Magistrado ponente: Jaime Alberto Arrubla Paucar

Decreto 1382 de 2000Decreto 2591 de 1991Decreto 306 de 1992Ley 1324 de 2009Ley 30 de 1992

CORTE SUPREMA DE JUSTICIA República de Colombia Corte Suprema de Justicia Sala de Casación Civil CORTE SUPREMA DE JUSTICIA SALA DE CASACIÓN CIVIL Magistrado Ponente JAIME ALBERTO ARRUBLA PAUCAR Bogotá, D.C., dos (2) de noviembre de dos mil diez (2010) Discutido y aprobado en Sala realizada el 27 - 10 - 2010 EXP.: 20001-22-14-000-2010-00067-01 Sería del caso resolver la impugnación formulada frente a la sentencia proferida el 6 de septiembre de 2010, por la SALA CIVIL FAMILIA LABORAL DEL TRIBUNAL SUPERIOR DEL DISTRITO JUDICIAL DE VALLEDUPAR, a propósito del amparo solicitado por ELIZABETH ATENCIO ESCORCIA contra EL INSTITUTO COLOMBIANO PARA LA EVALUACIÓN DE LA EDUCACIÓN SUPERIOR -ICFES- y LA COMISIÓN NACIONAL DEL SERVICIO CIVIL, sino fuera porque en su trámite se incurrió en irregularidad, como pasará a verse.

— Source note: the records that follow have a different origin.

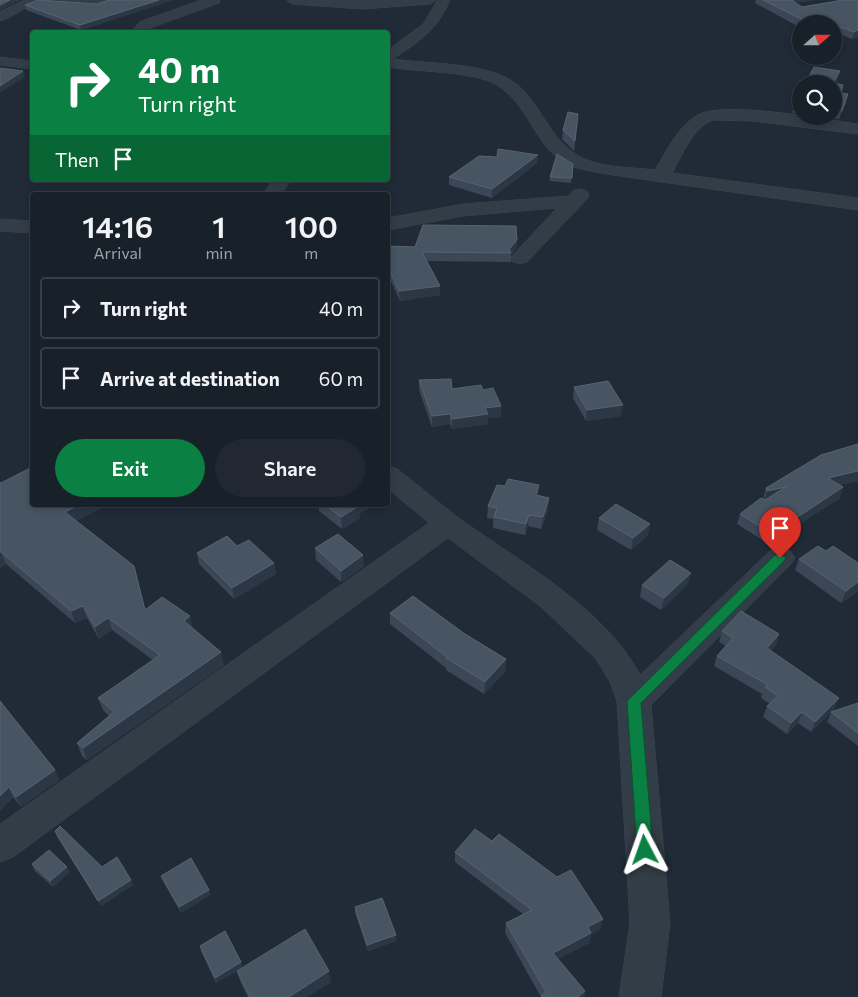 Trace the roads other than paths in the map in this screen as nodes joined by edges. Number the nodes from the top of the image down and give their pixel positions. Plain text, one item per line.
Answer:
1 (35, 0) edge
2 (41, 0) edge
3 (106, 0) edge
4 (214, 0) edge
5 (293, 0) edge
6 (430, 0) edge
7 (444, 0) edge
8 (0, 17) edge
9 (139, 30) edge
10 (390, 55) edge
11 (0, 60) edge
12 (390, 63) edge
13 (30, 65) edge
14 (858, 130) edge
15 (606, 169) junction
16 (660, 177) junction
17 (575, 201) junction
18 (858, 204) edge
19 (390, 224) edge
20 (0, 225) edge
21 (30, 227) edge
22 (520, 258) dead end
23 (390, 478) edge
24 (448, 524) junction
25 (780, 558) dead end
26 (634, 701) junction
27 (0, 845) edge
28 (640, 997) edge

1 - 8 street
2 - 3 street
4 - 9 street
5 - 6 street
7 - 10 street
11 - 13 street
12 - 15 street
14 - 16 street
15 - 16 street
15 - 17 street
16 - 18 street
17 - 19 street
17 - 22 street
20 - 21 street
23 - 24 street
24 - 26 street
24 - 27 street
25 - 26 street
26 - 28 street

ANTECEDENTES 1. Acude la accionante al presente amparo con el fin que se le protejan los derechos fundamentales al debido proceso administrativo y al trabajo, presuntamente conculcados por el Instituto Colombiano para la Evaluación de la Educación Superior. Afirma, que concursó en la convocatoria 056 a 122 de 2009 para docentes, realizada por la Comisión Nacional del Servicio Civil, en consecuencia, el 5 de julio de la misma anualidad presentó las pruebas correspondientes.

El 21 de agosto se publicaron los resultados; en los que obtuvo 58.75 en la de aptitudes y competencias básicas y 61.30 en la psicotécnica. Agrega, que varios de los participantes al conocer de las notas reclamaron ante el ICFES, quien de forma conjunta les contestó, que el procedimiento utilizado garantizó la objetividad de la calificación, que no existió margen de error y que antes de dar la nota eliminó las preguntas 39 y 47 del examen de aptitud numérica, en vista que no tenían opción de respuesta.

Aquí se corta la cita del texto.